November’s Agent of the Month

Claire Anderson-Wheeler at Regal Hoffmann & Associates

Claire Anderson-Wheeler started her career at the Christine Green Authors’ Agency in London in 2008, before crossing the pond to New York. She has been at Regal Hoffmann & Associates (RHA) since 2013. Claire has a Law degree from Trinity College, Dublin, and a Master’s in Creative Writing from the University of East Anglia, UK. Claire is Irish, was born in DC, and grew up in Dublin, Geneva, and Brussels.

She’s currently seeking MG and YA fiction, be it fantasy, historical, contemporary, or a mash-up – so long as it is challenging, emotionally sophisticated, and sincere. #OwnVoices manuscripts by BIPOC writers are particularly welcome.

Claire loves a story arc, no matter the genre. In terms of the fiction side, there is little she would reject out of hand, but there are certainly some genres she is less likely to go for. Example: Horror has never been her thing; nor has romance. 

She likes some fantasy, and some sci-fi. As with any other genre, though, the story has to feel original.  She, also likes books where there’s a little bit of fatalism, and some really interesting characters. 

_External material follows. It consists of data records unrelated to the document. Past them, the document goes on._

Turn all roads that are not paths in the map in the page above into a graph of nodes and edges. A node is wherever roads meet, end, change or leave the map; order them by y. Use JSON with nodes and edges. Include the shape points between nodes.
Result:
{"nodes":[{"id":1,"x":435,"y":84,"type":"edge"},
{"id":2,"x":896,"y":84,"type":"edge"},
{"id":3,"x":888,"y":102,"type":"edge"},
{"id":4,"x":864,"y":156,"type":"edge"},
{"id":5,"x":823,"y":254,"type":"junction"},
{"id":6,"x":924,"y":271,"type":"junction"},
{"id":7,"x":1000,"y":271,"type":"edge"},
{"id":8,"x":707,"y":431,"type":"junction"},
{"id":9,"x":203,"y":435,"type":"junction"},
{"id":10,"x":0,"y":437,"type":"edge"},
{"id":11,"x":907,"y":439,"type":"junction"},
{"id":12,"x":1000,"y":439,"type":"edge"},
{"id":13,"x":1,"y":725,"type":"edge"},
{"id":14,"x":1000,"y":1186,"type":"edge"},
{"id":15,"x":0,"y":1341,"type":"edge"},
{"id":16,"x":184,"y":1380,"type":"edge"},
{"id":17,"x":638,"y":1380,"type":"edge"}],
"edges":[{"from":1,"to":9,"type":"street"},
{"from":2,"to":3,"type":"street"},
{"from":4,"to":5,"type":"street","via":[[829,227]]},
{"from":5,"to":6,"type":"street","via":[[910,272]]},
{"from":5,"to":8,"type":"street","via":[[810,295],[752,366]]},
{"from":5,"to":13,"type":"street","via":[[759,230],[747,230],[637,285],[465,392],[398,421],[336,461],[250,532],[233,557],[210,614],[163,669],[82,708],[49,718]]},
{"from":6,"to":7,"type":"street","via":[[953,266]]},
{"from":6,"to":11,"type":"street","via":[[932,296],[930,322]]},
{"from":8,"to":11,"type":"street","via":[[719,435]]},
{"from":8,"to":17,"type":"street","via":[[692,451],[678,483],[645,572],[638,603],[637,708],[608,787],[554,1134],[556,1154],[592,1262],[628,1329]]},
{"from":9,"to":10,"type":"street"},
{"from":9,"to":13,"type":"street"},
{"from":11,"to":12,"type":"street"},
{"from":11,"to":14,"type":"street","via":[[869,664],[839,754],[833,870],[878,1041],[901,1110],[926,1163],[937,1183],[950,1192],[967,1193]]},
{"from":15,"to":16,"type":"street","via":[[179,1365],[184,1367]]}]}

She is seeking: YA or MG with a strong voice (realistic or high-concept).


Middle Grade
Young Adult


  • Enjoys historical and crime elements in YA
  • Likes alt-historical fantasy and smart mash-ups



JACK THE DRAGON by Eric Haan – Middle Grade – Fantasy

Jake Bruggman squeezed his eyes shut and rubbed his temples with his middle fingers. He had not slept well. He thought he might have had a bad dream. He was running. No, not just running. He was being chased. And whoever was chasing him had just about caught him when his alarm went off and he woke up.

And the weirdest thing had happened when he had opened his eyes. He’d looked at his hands as he always did and there was dirt under his fingernails. Not just a little, either. Dirt so dark it was almost black, jammed under every single nail. He had spent fifteen minutes scrubbing them under hot water and then filing them smooth again. And that had messed up his whole morning routine. And now he had a math test, first period.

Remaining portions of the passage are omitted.